An employee walks past the logo of Google in front of its former headquarters in Beijing
IN PHOTO: An employee walks past the logo of Google in front of its former headquarters, in Beijing June 2, 2011. Hackers who broke into Google's Gmail system had access to some accounts for many months and could have been planning a more serious attack, said the cyber-security expert who first publicly revealed the incident. Picture taken June 2, 2011. Reuters/Jason Lee

Google may be losing a lot in the latest move by the Chinese government to block its email service, Gmail. The nation's censorship initiatives resulted to a considerable number of Gmail addresses being cut off. According to Reuters, this follows a series of months of disruption. More importantly, a member from tries to explain why the email service was down in the country: "I think the government is just trying to further eliminate Google's presence in China and even weaken its market overseas."

The user also adds: "Imagine if Gmail users might not get through to Chinese clients. Many people outside China might be forced to switch away from Gmail."

Google's Transparency Report may have foreseen this as it revealed a sharp decrease in traffic for Gmail from China. Google explained via email that they have checked their services and found nothing wrong on its offerings.

According to Re/code, Google's services have been experiences disruptions in the country starting June. Nonetheless, people were still able to access emails via networks like POP2, SMTP and IMPA until the shutdown.
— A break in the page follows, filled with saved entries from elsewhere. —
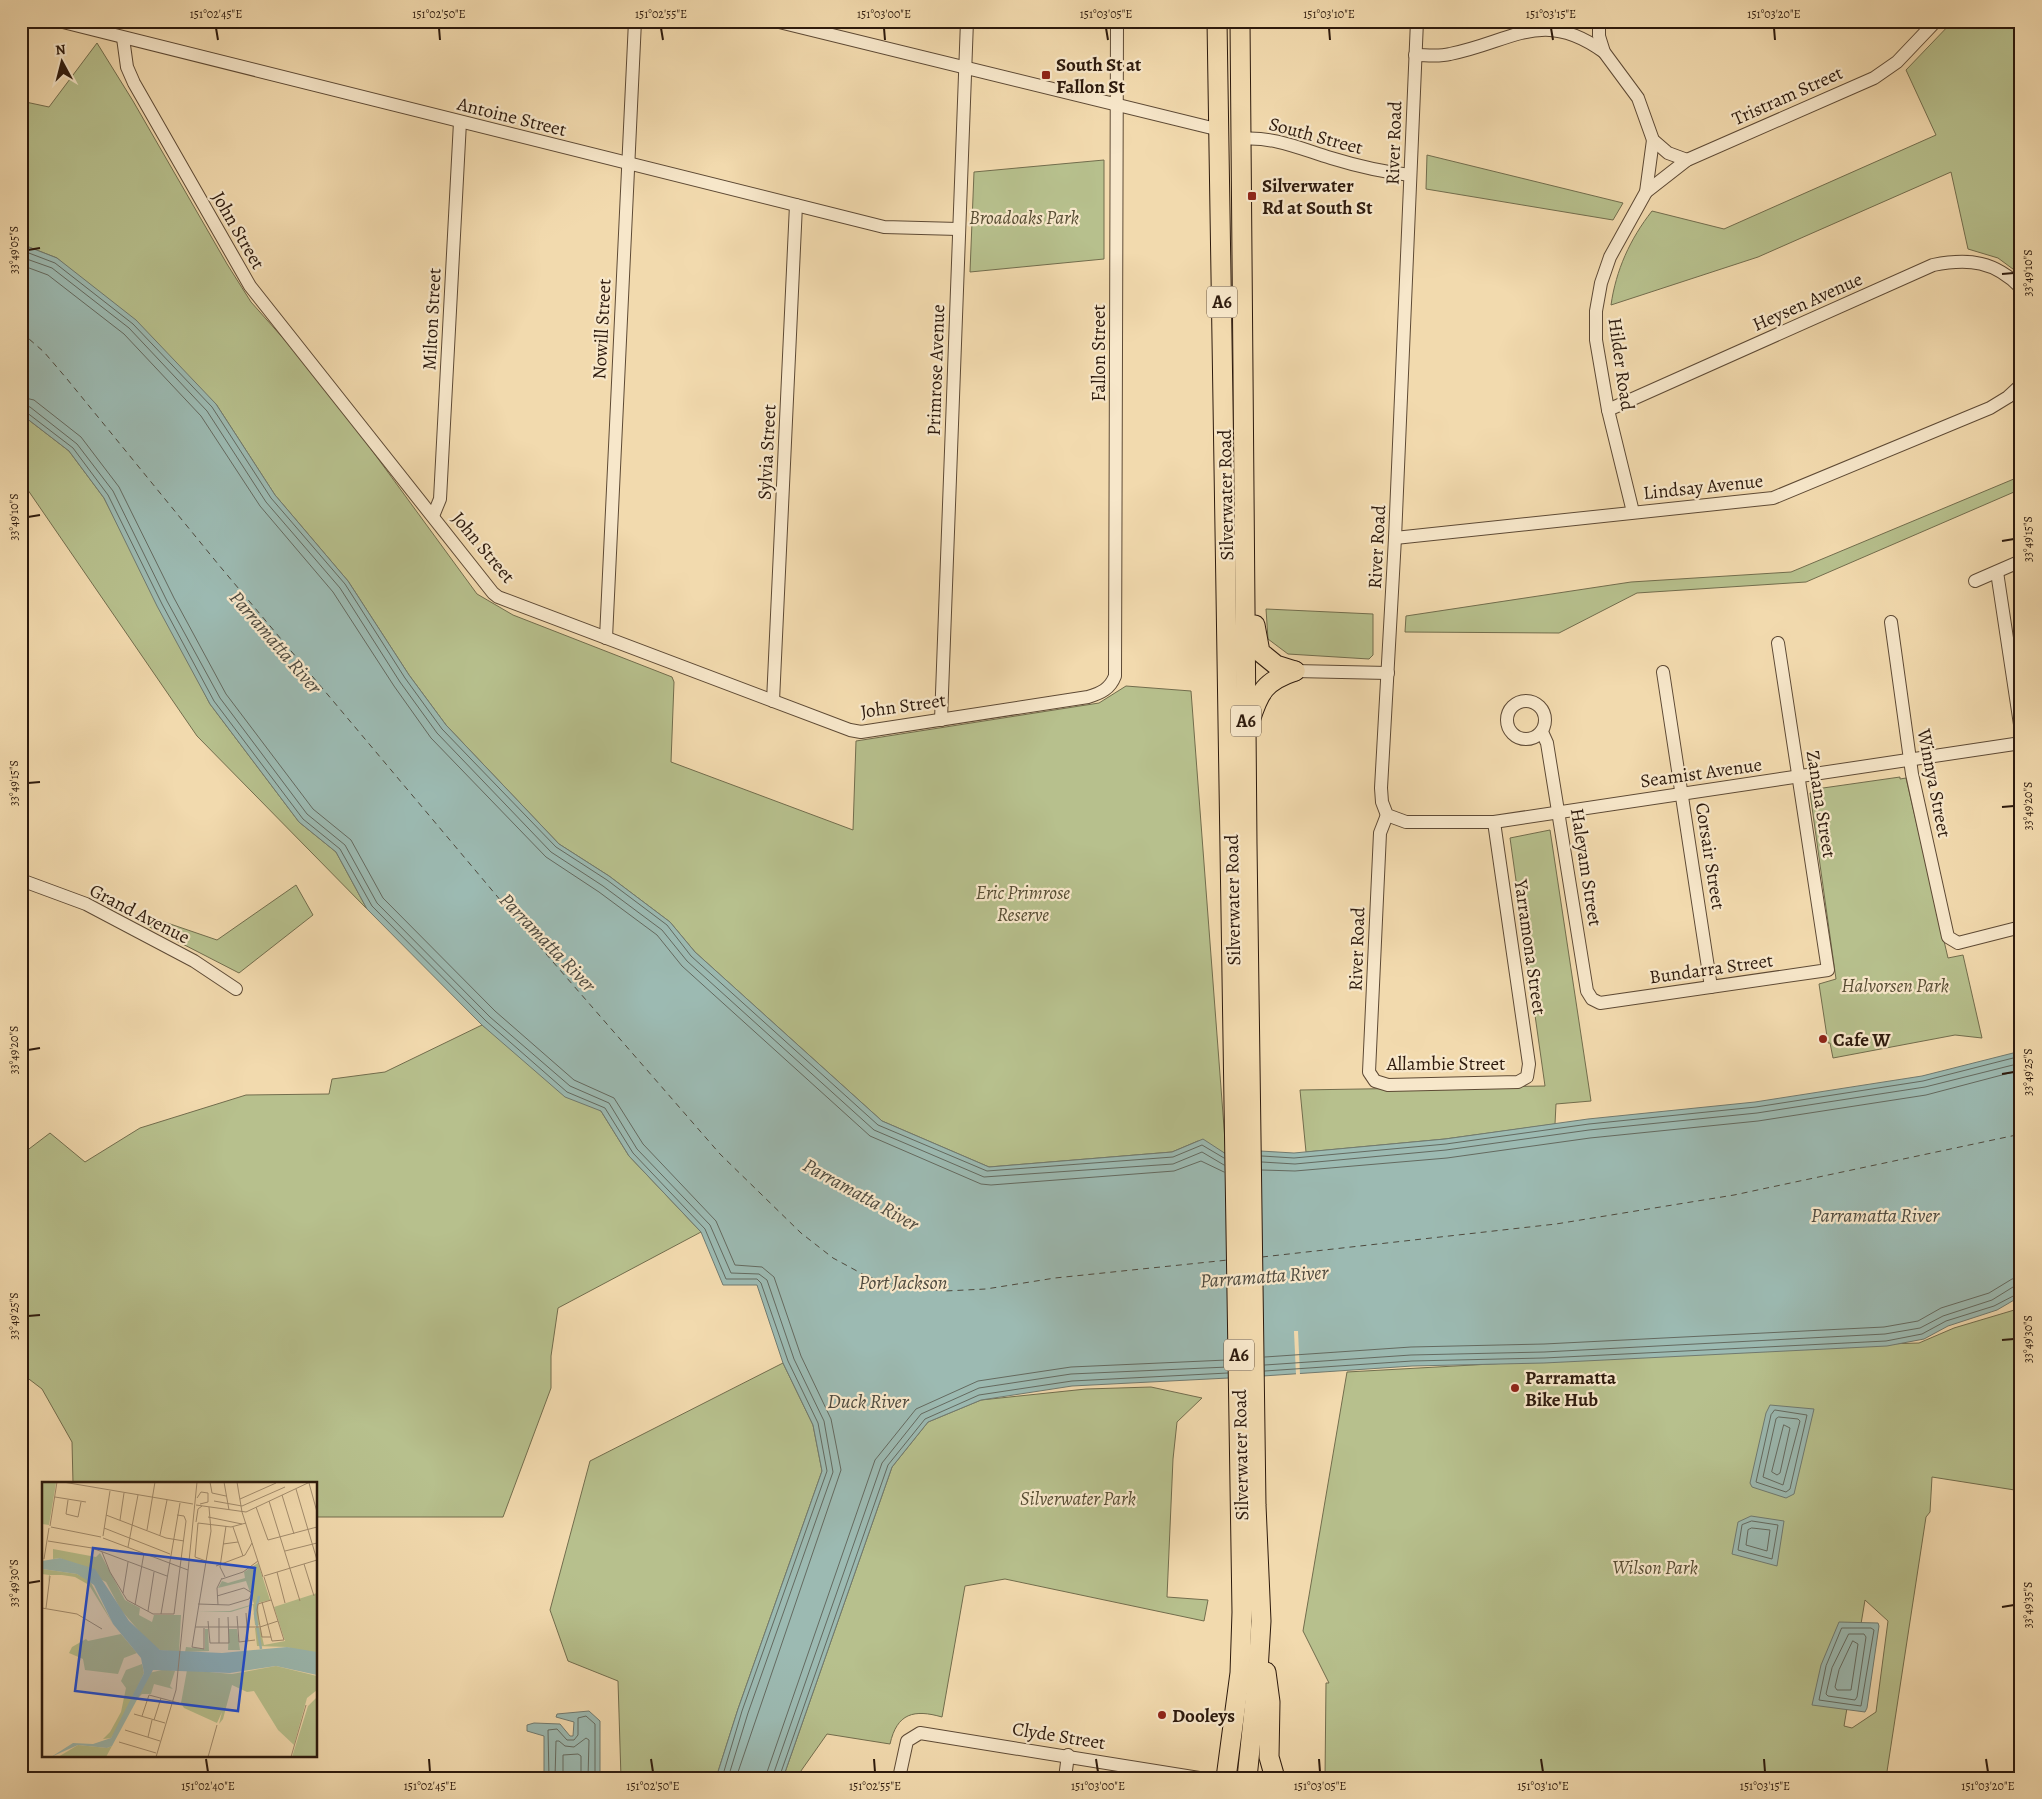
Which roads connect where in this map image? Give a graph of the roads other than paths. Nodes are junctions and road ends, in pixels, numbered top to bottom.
1 (59, 21) edge
2 (635, 21) edge
3 (775, 21) edge
4 (967, 21) edge
5 (1117, 21) edge
6 (1217, 21) edge
7 (1240, 21) edge
8 (1417, 21) edge
9 (1565, 21) edge
10 (1599, 21) edge
11 (1936, 21) edge
12 (96, 26) edge
13 (1552, 28) junction
14 (124, 38) junction
15 (1604, 52) junction
16 (1416, 54) junction
17 (965, 68) junction
18 (1118, 105) junction
19 (460, 122) junction
20 (1220, 130) junction
21 (1241, 138) junction
22 (1653, 140) junction
23 (1687, 160) junction
24 (628, 164) junction
25 (1410, 175) junction
26 (1646, 192) junction
27 (796, 205) junction
28 (958, 229) junction
29 (2021, 288) edge
30 (2021, 385) edge
31 (1608, 410) junction
32 (1633, 512) junction
33 (433, 516) junction
34 (1246, 519) junction
35 (1395, 538) junction
36 (2021, 561) edge
37 (1996, 572) junction
38 (1975, 581) dead end
39 (1891, 622) dead end
40 (606, 638) junction
41 (1778, 643) dead end
42 (2016, 668) edge
43 (1294, 671) junction
44 (1664, 672) dead end
45 (1388, 673) junction
46 (1112, 684) joint
47 (773, 702) junction
48 (941, 720) junction
49 (1246, 732) junction
50 (1542, 732) dead end
51 (2021, 732) edge
52 (2021, 743) edge
53 (1910, 759) junction
54 (1798, 777) junction
55 (1682, 793) junction
56 (1560, 812) junction
57 (1387, 815) junction
58 (1494, 822) junction
59 (21, 880) edge
60 (2021, 927) edge
61 (1828, 970) joint
62 (1711, 987) junction
63 (236, 989) dead end
64 (1600, 1003) joint
65 (1369, 1072) joint
66 (1527, 1077) joint
67 (1244, 1098) junction
68 (1261, 1621) junction
69 (1068, 1755) junction
70 (899, 1778) edge
71 (1065, 1778) edge
72 (1199, 1778) edge
73 (1226, 1778) edge
74 (1247, 1778) edge
75 (1276, 1778) edge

Because of the China's determination to take out any challenges or dissent to the governing Communist Party's leadership, users have to deal with the country's tight censorship of Internet access.

It has been well known across the globe that China imposes the most complicated Internet censorship standards in the world. This has been famously called the Great Firewall of China. Those opposing the idea say that China has been becoming more aggressive in its attempts in building an Internet framework independent from the rest of the world. The situation now poses even more challenges to companies using email as one of the primary means of communications while operating in China. However, Chinese Foreign Ministry spokeswoman Hua Chunying she is knowledgeable about the current block on Google's email services.

She explains: "China has consistently had a welcoming and supportive attitude towards foreign investors doing legitimate business here."

She also adds: "We will, as always, provide an open, transparent and good environment for foreign companies in China."